## PROMPT:
If a picture appears in the records, leave it out and transcribe the rest exactly.

*** Opening DATA SUPPLIED ***

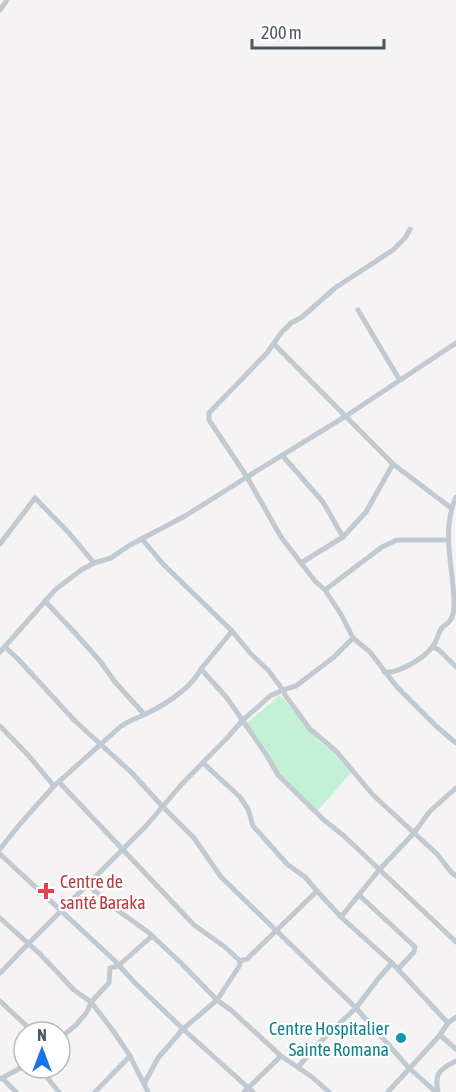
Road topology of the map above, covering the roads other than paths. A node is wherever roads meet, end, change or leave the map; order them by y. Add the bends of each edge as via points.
1 (7, 0) edge
2 (0, 10) edge
3 (410, 229) dead end
4 (358, 310) dead end
5 (456, 343) edge
6 (274, 344) junction
7 (399, 379) junction
8 (346, 416) junction
9 (282, 455) junction
10 (393, 464) junction
11 (246, 477) junction
12 (456, 497) edge
13 (451, 508) junction
14 (343, 537) junction
15 (142, 538) junction
16 (448, 540) junction
17 (0, 544) edge
18 (301, 562) junction
19 (94, 563) junction
20 (325, 590) junction
21 (45, 601) junction
22 (455, 602) edge
23 (232, 631) junction
24 (353, 638) junction
25 (433, 647) junction
26 (2, 649) edge
27 (456, 667) edge
28 (201, 669) junction
29 (384, 672) junction
30 (283, 690) junction
31 (144, 714) junction
32 (242, 721) junction
33 (0, 726) edge
34 (456, 743) edge
35 (101, 745) junction
36 (203, 763) junction
37 (56, 784) junction
38 (456, 788) edge
39 (162, 807) junction
40 (414, 832) junction
41 (0, 849) edge
42 (122, 850) junction
43 (0, 854) edge
44 (379, 870) junction
45 (456, 876) edge
46 (88, 885) junction
47 (317, 891) junction
48 (359, 895) junction
49 (60, 911) junction
50 (341, 917) junction
51 (0, 918) edge
52 (277, 930) junction
53 (152, 936) junction
54 (456, 942) edge
55 (28, 944) junction
56 (240, 961) junction
57 (392, 963) junction
58 (118, 966) junction
59 (398, 969) junction
60 (0, 973) edge
61 (217, 1000) junction
62 (0, 1001) edge
63 (91, 1002) junction
64 (356, 1008) junction
65 (456, 1017) edge
66 (20, 1020) edge
67 (448, 1023) junction
68 (72, 1028) edge
69 (183, 1029) junction
70 (440, 1035) junction
71 (456, 1049) edge
72 (130, 1056) junction
73 (281, 1056) junction
74 (456, 1061) edge
75 (298, 1067) junction
76 (409, 1068) junction
77 (1, 1079) edge
78 (49, 1080) edge
79 (144, 1084) junction
80 (248, 1091) edge
81 (16, 1092) edge
82 (59, 1092) edge
83 (95, 1092) edge
84 (148, 1092) edge
85 (329, 1092) edge
86 (388, 1092) edge
87 (437, 1092) edge

1 - 2 street
3 - 6 street via 393,250 291,323
4 - 7 street
5 - 7 street
6 - 8 street
6 - 11 street via 208,413 208,420
7 - 8 street
8 - 9 street
8 - 10 street
9 - 11 street
9 - 14 street via 323,502
10 - 13 street
10 - 14 street via 366,512
11 - 15 street
11 - 18 street via 281,537
12 - 13 street
13 - 16 street
14 - 18 street
15 - 19 street via 111,558
15 - 23 street
16 - 20 street via 392,542
16 - 22 street
17 - 19 street via 35,498
18 - 20 street
19 - 21 street
20 - 24 street
21 - 26 street
21 - 31 street
22 - 25 street via 453,615 441,628
23 - 28 street
23 - 30 street
24 - 29 street via 370,652
24 - 30 street via 296,686
25 - 27 street
25 - 29 street via 414,662 394,672
26 - 35 street via 18,659
28 - 31 street via 181,692
28 - 32 street
29 - 34 street
30 - 32 street via 270,696
30 - 40 street via 310,729
31 - 35 street via 128,721
32 - 36 street
32 - 44 street via 278,775
33 - 37 street
35 - 37 street
35 - 39 street
36 - 39 street
36 - 47 street via 240,797 254,826
37 - 41 street
37 - 42 street
38 - 40 street
39 - 42 street
39 - 52 street via 194,837 221,877
40 - 44 street
40 - 45 street
42 - 46 street
42 - 56 street via 194,925
43 - 49 street
44 - 48 street
44 - 54 street
46 - 49 street
46 - 53 street
47 - 50 street
47 - 52 street
48 - 50 street
48 - 59 street via 415,947
49 - 55 street
49 - 58 street
50 - 57 street
51 - 55 street
52 - 56 street
52 - 64 street
53 - 58 street
53 - 61 street
55 - 60 street
55 - 63 street
56 - 61 street
57 - 59 street
57 - 64 street
58 - 63 street via 110,968 109,983
58 - 69 street
59 - 67 street
61 - 69 street
61 - 73 street
62 - 66 street
63 - 68 street
63 - 72 street
64 - 75 street
64 - 76 street
65 - 67 street
67 - 70 street
69 - 79 street via 158,1058
69 - 80 street
70 - 71 street
70 - 76 street
72 - 79 street
72 - 83 street
73 - 75 street
73 - 80 street
74 - 87 street via 437,1075
75 - 85 street
76 - 86 street
76 - 87 street
77 - 81 street
78 - 82 street
79 - 84 street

*** Closing DATA SUPPLIED ***

## RESULT OF THIS EXERCISE:
Road topology of the map above, covering the roads other than paths. A node is wherever roads meet, end, change or leave the map; order them by y. Add the bends of each edge as via points.
1 (7, 0) edge
2 (0, 10) edge
3 (410, 229) dead end
4 (358, 310) dead end
5 (456, 343) edge
6 (274, 344) junction
7 (399, 379) junction
8 (346, 416) junction
9 (282, 455) junction
10 (393, 464) junction
11 (246, 477) junction
12 (456, 497) edge
13 (451, 508) junction
14 (343, 537) junction
15 (142, 538) junction
16 (448, 540) junction
17 (0, 544) edge
18 (301, 562) junction
19 (94, 563) junction
20 (325, 590) junction
21 (45, 601) junction
22 (455, 602) edge
23 (232, 631) junction
24 (353, 638) junction
25 (433, 647) junction
26 (2, 649) edge
27 (456, 667) edge
28 (201, 669) junction
29 (384, 672) junction
30 (283, 690) junction
31 (144, 714) junction
32 (242, 721) junction
33 (0, 726) edge
34 (456, 743) edge
35 (101, 745) junction
36 (203, 763) junction
37 (56, 784) junction
38 (456, 788) edge
39 (162, 807) junction
40 (414, 832) junction
41 (0, 849) edge
42 (122, 850) junction
43 (0, 854) edge
44 (379, 870) junction
45 (456, 876) edge
46 (88, 885) junction
47 (317, 891) junction
48 (359, 895) junction
49 (60, 911) junction
50 (341, 917) junction
51 (0, 918) edge
52 (277, 930) junction
53 (152, 936) junction
54 (456, 942) edge
55 (28, 944) junction
56 (240, 961) junction
57 (392, 963) junction
58 (118, 966) junction
59 (398, 969) junction
60 (0, 973) edge
61 (217, 1000) junction
62 (0, 1001) edge
63 (91, 1002) junction
64 (356, 1008) junction
65 (456, 1017) edge
66 (20, 1020) edge
67 (448, 1023) junction
68 (72, 1028) edge
69 (183, 1029) junction
70 (440, 1035) junction
71 (456, 1049) edge
72 (130, 1056) junction
73 (281, 1056) junction
74 (456, 1061) edge
75 (298, 1067) junction
76 (409, 1068) junction
77 (1, 1079) edge
78 (49, 1080) edge
79 (144, 1084) junction
80 (248, 1091) edge
81 (16, 1092) edge
82 (59, 1092) edge
83 (95, 1092) edge
84 (148, 1092) edge
85 (329, 1092) edge
86 (388, 1092) edge
87 (437, 1092) edge

1 - 2 street
3 - 6 street via 393,250 291,323
4 - 7 street
5 - 7 street
6 - 8 street
6 - 11 street via 208,413 208,420
7 - 8 street
8 - 9 street
8 - 10 street
9 - 11 street
9 - 14 street via 323,502
10 - 13 street
10 - 14 street via 366,512
11 - 15 street
11 - 18 street via 281,537
12 - 13 street
13 - 16 street
14 - 18 street
15 - 19 street via 111,558
15 - 23 street
16 - 20 street via 392,542
16 - 22 street
17 - 19 street via 35,498
18 - 20 street
19 - 21 street
20 - 24 street
21 - 26 street
21 - 31 street
22 - 25 street via 453,615 441,628
23 - 28 street
23 - 30 street
24 - 29 street via 370,652
24 - 30 street via 296,686
25 - 27 street
25 - 29 street via 414,662 394,672
26 - 35 street via 18,659
28 - 31 street via 181,692
28 - 32 street
29 - 34 street
30 - 32 street via 270,696
30 - 40 street via 310,729
31 - 35 street via 128,721
32 - 36 street
32 - 44 street via 278,775
33 - 37 street
35 - 37 street
35 - 39 street
36 - 39 street
36 - 47 street via 240,797 254,826
37 - 41 street
37 - 42 street
38 - 40 street
39 - 42 street
39 - 52 street via 194,837 221,877
40 - 44 street
40 - 45 street
42 - 46 street
42 - 56 street via 194,925
43 - 49 street
44 - 48 street
44 - 54 street
46 - 49 street
46 - 53 street
47 - 50 street
47 - 52 street
48 - 50 street
48 - 59 street via 415,947
49 - 55 street
49 - 58 street
50 - 57 street
51 - 55 street
52 - 56 street
52 - 64 street
53 - 58 street
53 - 61 street
55 - 60 street
55 - 63 street
56 - 61 street
57 - 59 street
57 - 64 street
58 - 63 street via 110,968 109,983
58 - 69 street
59 - 67 street
61 - 69 street
61 - 73 street
62 - 66 street
63 - 68 street
63 - 72 street
64 - 75 street
64 - 76 street
65 - 67 street
67 - 70 street
69 - 79 street via 158,1058
69 - 80 street
70 - 71 street
70 - 76 street
72 - 79 street
72 - 83 street
73 - 75 street
73 - 80 street
74 - 87 street via 437,1075
75 - 85 street
76 - 86 street
76 - 87 street
77 - 81 street
78 - 82 street
79 - 84 street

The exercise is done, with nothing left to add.